### What you are asked to do
Go through the data below and copy each line that includes "ارضی".

↓↓↓

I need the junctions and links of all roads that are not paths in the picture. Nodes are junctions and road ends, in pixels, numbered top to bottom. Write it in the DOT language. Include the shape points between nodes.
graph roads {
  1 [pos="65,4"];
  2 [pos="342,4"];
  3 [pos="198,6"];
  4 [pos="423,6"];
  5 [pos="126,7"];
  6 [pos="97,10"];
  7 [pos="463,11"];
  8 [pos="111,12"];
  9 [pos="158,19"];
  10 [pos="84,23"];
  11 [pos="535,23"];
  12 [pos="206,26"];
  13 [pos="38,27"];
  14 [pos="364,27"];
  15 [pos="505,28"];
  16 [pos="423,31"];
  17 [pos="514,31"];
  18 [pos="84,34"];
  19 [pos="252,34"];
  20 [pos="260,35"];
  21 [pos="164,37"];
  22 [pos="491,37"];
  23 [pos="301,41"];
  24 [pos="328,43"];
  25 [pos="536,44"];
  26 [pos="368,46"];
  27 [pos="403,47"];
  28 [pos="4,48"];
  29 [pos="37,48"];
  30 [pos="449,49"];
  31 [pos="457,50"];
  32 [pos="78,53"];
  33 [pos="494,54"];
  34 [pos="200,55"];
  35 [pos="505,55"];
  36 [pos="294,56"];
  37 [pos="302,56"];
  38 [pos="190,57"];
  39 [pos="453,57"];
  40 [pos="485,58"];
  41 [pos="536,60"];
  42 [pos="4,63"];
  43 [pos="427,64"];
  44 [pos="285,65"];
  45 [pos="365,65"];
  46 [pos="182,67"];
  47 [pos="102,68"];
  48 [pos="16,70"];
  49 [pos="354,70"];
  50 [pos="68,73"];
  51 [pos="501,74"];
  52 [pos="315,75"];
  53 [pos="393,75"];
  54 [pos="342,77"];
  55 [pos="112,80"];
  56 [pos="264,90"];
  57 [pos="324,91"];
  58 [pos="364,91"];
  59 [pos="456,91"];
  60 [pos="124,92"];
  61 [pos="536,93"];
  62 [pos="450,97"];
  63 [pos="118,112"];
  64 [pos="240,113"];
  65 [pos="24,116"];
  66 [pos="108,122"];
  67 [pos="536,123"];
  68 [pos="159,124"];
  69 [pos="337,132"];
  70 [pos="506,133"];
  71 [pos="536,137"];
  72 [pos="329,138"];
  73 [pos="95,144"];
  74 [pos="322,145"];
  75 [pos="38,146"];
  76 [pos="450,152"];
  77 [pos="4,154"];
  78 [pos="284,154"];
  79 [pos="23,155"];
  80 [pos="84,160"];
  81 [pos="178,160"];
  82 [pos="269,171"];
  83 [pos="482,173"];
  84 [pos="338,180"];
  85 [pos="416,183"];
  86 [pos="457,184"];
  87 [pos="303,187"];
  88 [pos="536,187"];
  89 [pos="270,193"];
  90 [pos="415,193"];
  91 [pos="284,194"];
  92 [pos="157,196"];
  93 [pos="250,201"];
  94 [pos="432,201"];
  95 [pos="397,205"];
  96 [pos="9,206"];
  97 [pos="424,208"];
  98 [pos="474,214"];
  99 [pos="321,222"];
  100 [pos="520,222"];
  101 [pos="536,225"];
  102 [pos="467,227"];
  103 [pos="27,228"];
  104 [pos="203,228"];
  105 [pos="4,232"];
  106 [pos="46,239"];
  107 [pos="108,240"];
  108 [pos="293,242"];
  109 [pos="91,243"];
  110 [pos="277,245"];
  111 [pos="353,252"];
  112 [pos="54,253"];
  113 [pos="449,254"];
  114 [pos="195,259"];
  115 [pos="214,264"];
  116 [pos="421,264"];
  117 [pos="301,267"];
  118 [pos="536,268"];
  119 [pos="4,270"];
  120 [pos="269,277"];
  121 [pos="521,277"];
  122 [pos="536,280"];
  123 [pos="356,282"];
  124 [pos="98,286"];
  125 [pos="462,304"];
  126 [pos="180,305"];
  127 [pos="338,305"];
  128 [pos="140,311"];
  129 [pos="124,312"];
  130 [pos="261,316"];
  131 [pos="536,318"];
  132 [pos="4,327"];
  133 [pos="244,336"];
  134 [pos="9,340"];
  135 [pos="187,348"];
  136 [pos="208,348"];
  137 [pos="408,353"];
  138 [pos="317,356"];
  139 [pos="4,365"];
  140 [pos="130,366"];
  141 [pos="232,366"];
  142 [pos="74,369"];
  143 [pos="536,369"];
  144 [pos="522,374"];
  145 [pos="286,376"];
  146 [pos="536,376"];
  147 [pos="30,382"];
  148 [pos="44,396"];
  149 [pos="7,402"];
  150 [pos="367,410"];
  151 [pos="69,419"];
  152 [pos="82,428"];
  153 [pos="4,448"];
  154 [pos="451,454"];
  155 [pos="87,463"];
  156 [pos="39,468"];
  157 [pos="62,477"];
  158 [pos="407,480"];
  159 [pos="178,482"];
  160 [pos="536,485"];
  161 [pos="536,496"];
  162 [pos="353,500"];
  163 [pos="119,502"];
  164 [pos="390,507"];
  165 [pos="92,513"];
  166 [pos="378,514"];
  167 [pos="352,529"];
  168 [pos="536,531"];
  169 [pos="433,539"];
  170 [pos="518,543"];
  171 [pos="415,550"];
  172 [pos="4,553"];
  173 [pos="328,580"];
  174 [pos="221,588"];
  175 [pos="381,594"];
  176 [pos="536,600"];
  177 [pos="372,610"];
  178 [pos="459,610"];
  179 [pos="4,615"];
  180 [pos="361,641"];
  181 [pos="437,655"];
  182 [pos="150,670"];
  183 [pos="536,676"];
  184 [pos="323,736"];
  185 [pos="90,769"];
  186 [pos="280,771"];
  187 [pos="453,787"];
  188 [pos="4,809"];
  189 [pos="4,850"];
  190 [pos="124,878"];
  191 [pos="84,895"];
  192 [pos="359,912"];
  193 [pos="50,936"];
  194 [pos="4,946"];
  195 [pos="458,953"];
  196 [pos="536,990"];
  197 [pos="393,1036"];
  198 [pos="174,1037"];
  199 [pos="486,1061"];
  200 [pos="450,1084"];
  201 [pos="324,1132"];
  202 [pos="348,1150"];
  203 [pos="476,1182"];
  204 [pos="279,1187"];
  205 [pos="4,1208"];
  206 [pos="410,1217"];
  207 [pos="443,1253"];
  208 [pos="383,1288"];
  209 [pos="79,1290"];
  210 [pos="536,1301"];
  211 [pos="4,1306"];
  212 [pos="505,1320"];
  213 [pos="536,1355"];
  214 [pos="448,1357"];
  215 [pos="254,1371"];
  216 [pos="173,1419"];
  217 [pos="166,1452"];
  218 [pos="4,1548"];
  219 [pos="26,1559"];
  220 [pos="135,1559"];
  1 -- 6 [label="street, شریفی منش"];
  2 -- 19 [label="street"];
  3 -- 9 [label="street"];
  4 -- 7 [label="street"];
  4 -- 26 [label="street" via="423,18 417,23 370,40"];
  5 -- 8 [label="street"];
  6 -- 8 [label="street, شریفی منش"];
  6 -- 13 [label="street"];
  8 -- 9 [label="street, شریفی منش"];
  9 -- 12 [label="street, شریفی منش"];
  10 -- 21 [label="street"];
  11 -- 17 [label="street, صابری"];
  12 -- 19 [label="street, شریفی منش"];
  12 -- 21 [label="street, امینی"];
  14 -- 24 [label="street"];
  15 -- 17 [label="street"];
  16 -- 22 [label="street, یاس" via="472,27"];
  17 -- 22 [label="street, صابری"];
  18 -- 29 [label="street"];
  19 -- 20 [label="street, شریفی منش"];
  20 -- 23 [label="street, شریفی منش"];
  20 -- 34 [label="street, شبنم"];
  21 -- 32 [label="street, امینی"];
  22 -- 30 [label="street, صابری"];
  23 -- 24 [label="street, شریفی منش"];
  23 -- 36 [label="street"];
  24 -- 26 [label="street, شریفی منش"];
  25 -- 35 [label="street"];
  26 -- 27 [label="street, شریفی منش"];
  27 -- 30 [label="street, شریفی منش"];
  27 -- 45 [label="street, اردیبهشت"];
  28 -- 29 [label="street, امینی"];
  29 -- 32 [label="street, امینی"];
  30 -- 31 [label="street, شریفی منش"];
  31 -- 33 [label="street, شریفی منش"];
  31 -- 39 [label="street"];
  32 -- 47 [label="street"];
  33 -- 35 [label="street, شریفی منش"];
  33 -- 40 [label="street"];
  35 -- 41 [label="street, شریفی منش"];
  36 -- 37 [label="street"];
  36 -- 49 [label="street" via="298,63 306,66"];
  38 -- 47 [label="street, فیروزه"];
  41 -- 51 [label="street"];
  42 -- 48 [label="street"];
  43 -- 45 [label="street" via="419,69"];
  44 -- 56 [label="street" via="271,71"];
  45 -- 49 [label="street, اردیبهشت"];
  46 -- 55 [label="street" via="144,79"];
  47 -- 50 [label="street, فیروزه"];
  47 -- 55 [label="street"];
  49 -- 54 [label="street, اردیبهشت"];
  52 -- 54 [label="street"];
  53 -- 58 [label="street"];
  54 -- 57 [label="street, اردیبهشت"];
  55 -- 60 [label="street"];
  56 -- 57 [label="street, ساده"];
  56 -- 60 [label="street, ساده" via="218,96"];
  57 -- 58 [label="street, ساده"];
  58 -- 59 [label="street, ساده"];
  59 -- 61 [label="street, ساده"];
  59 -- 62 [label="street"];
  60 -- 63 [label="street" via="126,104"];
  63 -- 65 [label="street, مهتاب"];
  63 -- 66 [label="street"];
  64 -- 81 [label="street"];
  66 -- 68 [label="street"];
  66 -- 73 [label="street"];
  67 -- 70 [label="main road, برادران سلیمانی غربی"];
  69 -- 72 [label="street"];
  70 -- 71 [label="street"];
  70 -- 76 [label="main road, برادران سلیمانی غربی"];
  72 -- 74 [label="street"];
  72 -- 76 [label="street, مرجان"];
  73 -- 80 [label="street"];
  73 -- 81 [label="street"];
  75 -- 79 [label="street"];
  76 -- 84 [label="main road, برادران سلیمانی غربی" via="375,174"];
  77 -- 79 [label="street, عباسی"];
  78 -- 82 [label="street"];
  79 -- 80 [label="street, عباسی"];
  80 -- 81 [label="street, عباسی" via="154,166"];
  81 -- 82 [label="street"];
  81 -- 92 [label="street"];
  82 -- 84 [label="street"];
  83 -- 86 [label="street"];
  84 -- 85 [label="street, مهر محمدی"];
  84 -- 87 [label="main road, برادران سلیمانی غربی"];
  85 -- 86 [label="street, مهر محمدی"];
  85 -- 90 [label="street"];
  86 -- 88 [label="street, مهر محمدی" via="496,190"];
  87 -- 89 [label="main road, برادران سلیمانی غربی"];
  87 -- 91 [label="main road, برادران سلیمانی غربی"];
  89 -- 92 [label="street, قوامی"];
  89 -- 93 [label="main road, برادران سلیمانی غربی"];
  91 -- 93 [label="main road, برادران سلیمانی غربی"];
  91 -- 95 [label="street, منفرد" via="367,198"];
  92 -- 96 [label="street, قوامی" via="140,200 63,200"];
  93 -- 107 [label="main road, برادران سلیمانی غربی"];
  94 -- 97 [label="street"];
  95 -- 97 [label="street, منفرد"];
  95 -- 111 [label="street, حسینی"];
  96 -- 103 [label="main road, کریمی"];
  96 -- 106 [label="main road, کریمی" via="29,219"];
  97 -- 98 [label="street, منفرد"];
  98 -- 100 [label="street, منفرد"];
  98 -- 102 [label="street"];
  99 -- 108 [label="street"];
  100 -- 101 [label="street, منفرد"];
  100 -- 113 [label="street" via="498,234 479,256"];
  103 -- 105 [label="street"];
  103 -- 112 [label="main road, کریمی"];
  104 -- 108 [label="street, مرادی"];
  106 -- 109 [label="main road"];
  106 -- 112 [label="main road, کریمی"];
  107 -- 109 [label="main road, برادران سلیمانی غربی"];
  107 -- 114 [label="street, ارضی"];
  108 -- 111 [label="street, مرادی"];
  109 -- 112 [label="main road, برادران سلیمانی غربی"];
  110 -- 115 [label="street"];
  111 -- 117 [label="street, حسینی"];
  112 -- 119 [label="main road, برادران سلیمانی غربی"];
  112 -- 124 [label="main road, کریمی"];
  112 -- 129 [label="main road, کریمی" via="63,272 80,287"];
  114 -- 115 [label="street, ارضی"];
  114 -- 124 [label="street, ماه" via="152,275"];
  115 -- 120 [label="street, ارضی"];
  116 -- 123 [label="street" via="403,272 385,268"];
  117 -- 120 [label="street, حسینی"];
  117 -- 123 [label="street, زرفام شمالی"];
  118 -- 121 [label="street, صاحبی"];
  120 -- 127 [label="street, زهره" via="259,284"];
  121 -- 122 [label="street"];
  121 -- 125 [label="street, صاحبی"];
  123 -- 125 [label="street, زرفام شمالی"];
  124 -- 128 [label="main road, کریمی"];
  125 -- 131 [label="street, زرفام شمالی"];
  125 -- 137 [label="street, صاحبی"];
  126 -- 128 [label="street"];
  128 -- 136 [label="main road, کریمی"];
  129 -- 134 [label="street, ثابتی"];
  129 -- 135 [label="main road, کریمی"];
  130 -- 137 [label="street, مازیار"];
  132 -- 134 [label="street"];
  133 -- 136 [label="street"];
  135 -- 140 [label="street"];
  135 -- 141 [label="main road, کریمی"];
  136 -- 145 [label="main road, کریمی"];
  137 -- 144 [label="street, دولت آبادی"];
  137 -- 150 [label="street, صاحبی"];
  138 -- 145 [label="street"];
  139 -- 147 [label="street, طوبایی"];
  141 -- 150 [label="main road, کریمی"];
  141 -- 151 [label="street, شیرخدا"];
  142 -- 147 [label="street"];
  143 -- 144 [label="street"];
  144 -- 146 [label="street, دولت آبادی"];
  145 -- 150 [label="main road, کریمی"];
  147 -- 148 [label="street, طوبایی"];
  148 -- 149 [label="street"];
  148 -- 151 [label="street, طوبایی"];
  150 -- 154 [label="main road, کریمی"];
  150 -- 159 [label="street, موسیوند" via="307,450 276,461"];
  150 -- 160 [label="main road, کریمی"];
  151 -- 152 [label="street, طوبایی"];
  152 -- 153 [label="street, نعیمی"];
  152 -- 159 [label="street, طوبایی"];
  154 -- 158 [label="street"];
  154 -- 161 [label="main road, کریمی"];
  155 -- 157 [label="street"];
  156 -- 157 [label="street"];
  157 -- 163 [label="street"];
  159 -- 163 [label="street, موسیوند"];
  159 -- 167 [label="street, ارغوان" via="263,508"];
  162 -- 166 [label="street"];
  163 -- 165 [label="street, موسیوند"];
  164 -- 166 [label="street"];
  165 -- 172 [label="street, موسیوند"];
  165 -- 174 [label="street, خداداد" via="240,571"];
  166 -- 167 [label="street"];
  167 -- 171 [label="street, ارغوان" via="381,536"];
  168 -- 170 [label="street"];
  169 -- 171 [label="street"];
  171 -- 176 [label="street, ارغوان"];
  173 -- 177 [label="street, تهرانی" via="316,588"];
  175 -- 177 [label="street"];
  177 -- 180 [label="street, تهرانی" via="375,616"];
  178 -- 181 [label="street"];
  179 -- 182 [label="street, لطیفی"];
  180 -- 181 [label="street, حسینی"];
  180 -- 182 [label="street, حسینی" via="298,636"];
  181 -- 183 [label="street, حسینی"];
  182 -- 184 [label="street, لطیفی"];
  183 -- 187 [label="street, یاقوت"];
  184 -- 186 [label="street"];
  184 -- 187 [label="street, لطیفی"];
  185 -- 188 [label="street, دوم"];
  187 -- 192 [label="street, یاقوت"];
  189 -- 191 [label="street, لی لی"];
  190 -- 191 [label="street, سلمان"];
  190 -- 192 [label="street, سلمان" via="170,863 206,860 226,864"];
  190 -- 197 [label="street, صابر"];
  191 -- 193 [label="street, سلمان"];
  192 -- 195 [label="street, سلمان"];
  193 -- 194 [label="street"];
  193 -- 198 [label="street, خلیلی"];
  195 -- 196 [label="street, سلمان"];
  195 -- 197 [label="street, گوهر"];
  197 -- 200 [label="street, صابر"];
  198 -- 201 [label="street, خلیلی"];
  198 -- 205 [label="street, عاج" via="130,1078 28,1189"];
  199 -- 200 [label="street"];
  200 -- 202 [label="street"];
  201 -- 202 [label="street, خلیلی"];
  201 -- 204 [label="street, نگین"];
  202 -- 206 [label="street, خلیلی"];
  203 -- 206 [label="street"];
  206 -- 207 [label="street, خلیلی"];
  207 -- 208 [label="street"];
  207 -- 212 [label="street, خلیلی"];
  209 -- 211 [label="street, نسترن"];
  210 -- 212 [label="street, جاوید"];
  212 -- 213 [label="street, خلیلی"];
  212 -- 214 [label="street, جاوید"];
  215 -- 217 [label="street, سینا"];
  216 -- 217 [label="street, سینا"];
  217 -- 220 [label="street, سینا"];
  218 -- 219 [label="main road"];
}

↑↑↑

### Response to the exercise
  107 -- 114 [label="street, ارضی"];
  114 -- 115 [label="street, ارضی"];
  115 -- 120 [label="street, ارضی"];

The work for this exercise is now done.